In the decade since releasing 1986’s landmark album Guitar Town, Steve Earle had fallen on severely hard times — drug addiction, divorce, jail time and persistent doubt from his peers that he had any music left in him. However, in 1996, he issued a comeback album that changed everything. I Feel Alright united him with producer Richard Dodd, a native of England, who demanded a strong work ethic from the songwriter.

As author David McGee writes in the new biography, Steve Earle: Fearless Heart, Outlaw Poet, “Though Dodd was responsible for only five tracks out of the 12 planned for the album, his take-charge approach and nonnegotiable demands he placed on the conduct of the sessions seemed to be exactly what Steve needed at this delicate point in his recovery.”

The following excerpt describes the necessary compromises and new, hard-hitting songs that brought the often-controversial performer back into the game.

[Excerpted from Steve Earle: Fearless Heart, Outlaw Poet by David McGee, © 2005, Backbeat Books]

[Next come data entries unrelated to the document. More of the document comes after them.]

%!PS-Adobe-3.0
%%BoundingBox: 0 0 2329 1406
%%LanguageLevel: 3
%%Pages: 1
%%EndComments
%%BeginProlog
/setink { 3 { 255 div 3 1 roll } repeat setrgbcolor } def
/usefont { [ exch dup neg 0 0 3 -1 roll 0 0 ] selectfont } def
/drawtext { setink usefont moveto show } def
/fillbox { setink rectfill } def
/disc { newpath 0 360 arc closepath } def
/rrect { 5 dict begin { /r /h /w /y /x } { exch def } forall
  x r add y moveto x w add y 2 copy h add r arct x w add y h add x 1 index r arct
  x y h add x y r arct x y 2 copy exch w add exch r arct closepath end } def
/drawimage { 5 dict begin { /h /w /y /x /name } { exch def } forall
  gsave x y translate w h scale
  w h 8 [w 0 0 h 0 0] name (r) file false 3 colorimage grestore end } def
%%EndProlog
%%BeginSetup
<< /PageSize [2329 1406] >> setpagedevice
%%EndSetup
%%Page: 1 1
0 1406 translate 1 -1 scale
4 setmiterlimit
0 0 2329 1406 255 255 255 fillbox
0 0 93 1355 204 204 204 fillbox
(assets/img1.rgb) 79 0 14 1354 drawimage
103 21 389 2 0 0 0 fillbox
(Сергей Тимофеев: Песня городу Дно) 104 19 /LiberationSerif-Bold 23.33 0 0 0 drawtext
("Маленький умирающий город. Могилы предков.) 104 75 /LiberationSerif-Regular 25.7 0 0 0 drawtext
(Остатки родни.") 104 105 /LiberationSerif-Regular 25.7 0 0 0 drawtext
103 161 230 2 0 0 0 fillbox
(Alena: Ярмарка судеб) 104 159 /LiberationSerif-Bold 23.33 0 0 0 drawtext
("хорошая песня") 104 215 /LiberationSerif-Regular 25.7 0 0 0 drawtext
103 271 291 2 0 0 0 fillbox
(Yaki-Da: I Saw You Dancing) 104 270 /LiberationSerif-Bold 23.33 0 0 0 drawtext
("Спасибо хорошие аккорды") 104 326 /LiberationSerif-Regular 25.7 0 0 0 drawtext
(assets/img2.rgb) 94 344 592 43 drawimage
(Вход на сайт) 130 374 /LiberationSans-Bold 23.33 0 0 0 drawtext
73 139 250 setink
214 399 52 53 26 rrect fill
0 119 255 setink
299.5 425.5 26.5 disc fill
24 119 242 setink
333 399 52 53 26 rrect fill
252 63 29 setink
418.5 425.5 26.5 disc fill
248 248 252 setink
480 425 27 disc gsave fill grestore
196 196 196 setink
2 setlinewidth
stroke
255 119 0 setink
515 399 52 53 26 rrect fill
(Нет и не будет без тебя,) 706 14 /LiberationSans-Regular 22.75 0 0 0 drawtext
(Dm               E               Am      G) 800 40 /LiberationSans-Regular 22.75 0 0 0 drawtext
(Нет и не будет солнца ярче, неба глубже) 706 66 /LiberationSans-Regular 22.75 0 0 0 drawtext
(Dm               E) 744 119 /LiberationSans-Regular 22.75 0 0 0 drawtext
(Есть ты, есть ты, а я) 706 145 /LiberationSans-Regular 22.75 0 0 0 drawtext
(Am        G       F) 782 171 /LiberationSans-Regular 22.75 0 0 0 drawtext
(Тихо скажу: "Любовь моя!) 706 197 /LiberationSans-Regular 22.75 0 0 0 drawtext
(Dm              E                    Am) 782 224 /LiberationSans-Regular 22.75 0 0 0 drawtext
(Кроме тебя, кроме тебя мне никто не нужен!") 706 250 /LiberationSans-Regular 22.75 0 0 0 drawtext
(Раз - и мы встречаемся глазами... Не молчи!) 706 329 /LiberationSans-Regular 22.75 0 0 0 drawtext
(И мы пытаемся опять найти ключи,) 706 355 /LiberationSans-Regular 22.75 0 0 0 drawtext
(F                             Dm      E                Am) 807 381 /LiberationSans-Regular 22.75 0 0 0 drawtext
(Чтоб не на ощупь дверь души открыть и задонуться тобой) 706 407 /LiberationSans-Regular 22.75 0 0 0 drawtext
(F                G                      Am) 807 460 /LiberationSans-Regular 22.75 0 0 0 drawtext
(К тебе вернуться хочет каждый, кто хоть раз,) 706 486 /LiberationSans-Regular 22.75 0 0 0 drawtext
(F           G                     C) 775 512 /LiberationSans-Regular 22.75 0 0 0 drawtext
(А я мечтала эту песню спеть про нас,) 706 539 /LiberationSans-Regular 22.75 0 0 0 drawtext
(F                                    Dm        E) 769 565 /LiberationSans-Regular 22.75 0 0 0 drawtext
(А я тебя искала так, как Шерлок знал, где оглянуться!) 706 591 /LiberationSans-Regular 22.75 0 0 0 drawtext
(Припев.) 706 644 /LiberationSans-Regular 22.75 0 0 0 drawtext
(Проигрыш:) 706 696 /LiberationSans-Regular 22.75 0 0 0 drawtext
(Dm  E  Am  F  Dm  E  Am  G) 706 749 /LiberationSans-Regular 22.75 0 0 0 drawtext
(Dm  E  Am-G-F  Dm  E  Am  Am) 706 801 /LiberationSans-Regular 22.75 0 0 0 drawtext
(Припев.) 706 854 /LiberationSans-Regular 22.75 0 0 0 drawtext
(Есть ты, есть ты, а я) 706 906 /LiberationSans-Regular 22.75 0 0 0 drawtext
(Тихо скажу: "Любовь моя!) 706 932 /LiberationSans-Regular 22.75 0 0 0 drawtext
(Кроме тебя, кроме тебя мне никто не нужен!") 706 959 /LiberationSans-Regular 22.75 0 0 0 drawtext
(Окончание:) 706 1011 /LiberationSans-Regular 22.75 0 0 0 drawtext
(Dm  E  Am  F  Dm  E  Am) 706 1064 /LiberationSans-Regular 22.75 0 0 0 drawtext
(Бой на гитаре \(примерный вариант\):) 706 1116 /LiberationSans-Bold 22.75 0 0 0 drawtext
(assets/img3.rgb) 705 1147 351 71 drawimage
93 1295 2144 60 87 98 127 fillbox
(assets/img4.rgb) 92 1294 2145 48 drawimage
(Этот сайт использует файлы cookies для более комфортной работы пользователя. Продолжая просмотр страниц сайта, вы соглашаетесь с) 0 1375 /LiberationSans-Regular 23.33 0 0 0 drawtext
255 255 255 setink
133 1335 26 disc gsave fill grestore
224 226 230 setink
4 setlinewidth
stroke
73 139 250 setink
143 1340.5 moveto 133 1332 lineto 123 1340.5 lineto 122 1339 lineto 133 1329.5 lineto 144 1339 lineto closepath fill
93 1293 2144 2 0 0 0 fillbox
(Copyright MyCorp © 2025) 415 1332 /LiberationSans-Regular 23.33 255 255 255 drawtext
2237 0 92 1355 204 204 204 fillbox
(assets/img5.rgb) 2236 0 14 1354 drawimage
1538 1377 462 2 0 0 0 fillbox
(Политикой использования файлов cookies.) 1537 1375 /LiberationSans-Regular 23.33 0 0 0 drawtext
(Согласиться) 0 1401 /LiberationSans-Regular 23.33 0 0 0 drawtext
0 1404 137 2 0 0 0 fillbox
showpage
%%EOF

At the time Jack Emerson and Dub Cornett [from Earle’s label, E-Squared] called Richard Dodd’s manager with an offer to produce Steve Earle, Dodd had never heard of Steve Earle. Told of the offer, Dodd weighed the two options he considers in cases when he doesn’t know an artist or an artist’s work: he could investigate both and make a decision based on the available information, or he could remain ignorant but intrigued and gauge his feelings in the course of a face-to-face meeting with the subject. With Steve, he chose the latter, “and that was a shock.”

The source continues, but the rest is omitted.